PHNOM PENH / WASHINGTON – December 7, 2025

Huione Pay – the digital payments arm of Cambodia’s Huione Group and a key node in a vast scam-driven financial ecosystem – has frozen withdrawals and halted business after a bank run by panicked users, closing what blockchain analysts have called the world’s largest illicit online marketplace. [1]

The shutdown, announced on December 1 and scheduled to last until January 5, 2026, follows a year of escalating U.S., U.K. and regional sanctions against Huione Group over allegations that it laundered billions in proceeds from crypto scams and North Korean cyber heists. [2]

As of December 7, 2025, thousands of customers remain locked out of their funds, while Cambodia’s central bank scrambles to contain the fallout and international regulators tout the collapse as a milestone in the fight against scam-driven cybercrime. [3]


A bank run, frozen withdrawals and a controversial “deferred payment” plan

The immediate crisis began when Huione Pay – which had recently rebranded some branches as “H‑Pay” – posted a notice titled “Huione Deferred Payment Plan” at its Phnom Penh headquarters on December 1. [4]
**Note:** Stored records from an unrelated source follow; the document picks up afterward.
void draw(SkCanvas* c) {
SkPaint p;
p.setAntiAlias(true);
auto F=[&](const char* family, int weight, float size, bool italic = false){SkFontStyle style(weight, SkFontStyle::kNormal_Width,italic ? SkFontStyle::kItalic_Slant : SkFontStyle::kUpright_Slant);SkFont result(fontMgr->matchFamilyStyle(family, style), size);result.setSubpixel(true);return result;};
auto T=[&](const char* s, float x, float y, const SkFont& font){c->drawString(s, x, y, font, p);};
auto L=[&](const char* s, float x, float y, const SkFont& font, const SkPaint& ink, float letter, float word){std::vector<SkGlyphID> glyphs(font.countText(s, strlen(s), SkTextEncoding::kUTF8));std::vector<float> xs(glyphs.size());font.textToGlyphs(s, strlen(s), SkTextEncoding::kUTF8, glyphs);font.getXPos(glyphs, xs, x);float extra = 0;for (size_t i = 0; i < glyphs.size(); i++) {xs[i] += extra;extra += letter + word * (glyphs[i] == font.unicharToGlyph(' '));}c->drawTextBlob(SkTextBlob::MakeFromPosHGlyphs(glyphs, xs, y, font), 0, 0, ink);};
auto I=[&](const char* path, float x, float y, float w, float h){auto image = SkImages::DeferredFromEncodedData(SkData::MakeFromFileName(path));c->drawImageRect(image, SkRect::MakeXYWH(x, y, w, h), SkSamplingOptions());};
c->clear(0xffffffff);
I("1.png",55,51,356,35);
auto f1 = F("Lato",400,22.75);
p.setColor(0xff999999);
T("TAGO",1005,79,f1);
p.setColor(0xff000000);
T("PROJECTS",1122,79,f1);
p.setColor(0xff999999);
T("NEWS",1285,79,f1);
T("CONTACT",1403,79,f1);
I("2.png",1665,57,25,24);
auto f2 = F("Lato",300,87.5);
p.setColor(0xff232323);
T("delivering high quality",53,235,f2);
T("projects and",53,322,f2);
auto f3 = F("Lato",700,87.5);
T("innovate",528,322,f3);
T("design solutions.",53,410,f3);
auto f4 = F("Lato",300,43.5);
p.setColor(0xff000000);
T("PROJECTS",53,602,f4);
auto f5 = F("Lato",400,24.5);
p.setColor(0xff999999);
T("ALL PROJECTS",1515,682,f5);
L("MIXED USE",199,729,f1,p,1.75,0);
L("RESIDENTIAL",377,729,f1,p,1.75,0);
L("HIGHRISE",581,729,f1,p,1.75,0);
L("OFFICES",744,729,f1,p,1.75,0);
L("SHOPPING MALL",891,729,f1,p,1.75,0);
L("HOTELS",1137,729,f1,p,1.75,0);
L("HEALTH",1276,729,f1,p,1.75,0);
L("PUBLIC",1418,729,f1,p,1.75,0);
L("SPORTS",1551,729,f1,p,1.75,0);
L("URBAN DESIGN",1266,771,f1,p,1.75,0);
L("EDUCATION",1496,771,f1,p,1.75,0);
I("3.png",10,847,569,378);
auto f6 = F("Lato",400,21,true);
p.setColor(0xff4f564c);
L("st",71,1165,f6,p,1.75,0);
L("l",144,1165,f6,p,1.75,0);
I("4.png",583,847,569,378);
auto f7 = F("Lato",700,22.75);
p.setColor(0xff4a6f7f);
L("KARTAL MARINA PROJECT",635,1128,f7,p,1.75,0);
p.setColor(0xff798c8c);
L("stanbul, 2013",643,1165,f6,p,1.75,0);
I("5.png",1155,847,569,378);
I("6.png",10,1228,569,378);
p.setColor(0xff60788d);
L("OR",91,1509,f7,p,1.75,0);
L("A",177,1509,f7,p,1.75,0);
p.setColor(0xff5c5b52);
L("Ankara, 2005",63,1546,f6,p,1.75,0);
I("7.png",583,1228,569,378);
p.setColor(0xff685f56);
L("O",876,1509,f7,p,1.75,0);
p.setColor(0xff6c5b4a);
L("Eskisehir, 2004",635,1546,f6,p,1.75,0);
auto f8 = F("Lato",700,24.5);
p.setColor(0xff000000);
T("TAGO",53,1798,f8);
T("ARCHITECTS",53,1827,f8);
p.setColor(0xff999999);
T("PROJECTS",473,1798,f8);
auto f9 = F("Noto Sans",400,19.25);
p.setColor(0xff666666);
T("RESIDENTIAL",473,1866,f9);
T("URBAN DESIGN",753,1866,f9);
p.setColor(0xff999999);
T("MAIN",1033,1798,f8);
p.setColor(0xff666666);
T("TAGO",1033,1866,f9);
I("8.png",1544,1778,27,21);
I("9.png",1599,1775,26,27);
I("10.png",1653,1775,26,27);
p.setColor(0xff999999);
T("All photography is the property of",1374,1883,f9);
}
According to reporting by local outlet CamboJA and specialist AML publications:

  • Huione Pay suspended withdrawals and said branches would remain closed until January 5, 2026.
  • The company blamed a “sudden run” on user funds and “short-term liquidity pressures” for the freeze. [5]
  • Queues of customers in the thousands formed outside branches in Phnom Penh and Sihanoukville as users tried – and failed – to pull their money out. [6]

The notice offered users two controversial options instead of immediate cash withdrawals: [7]

  1. An 18‑month “high-yield” product
    • Users could lock in their funds for 18 months.
    • Principal would be repaid at the end, with monthly interest payments advertised at around 18%.
  2. Slow-release withdrawals
    • Users who chose not to convert would face a waiting period, with only a small percentage of their balance released each month over many months into 2026.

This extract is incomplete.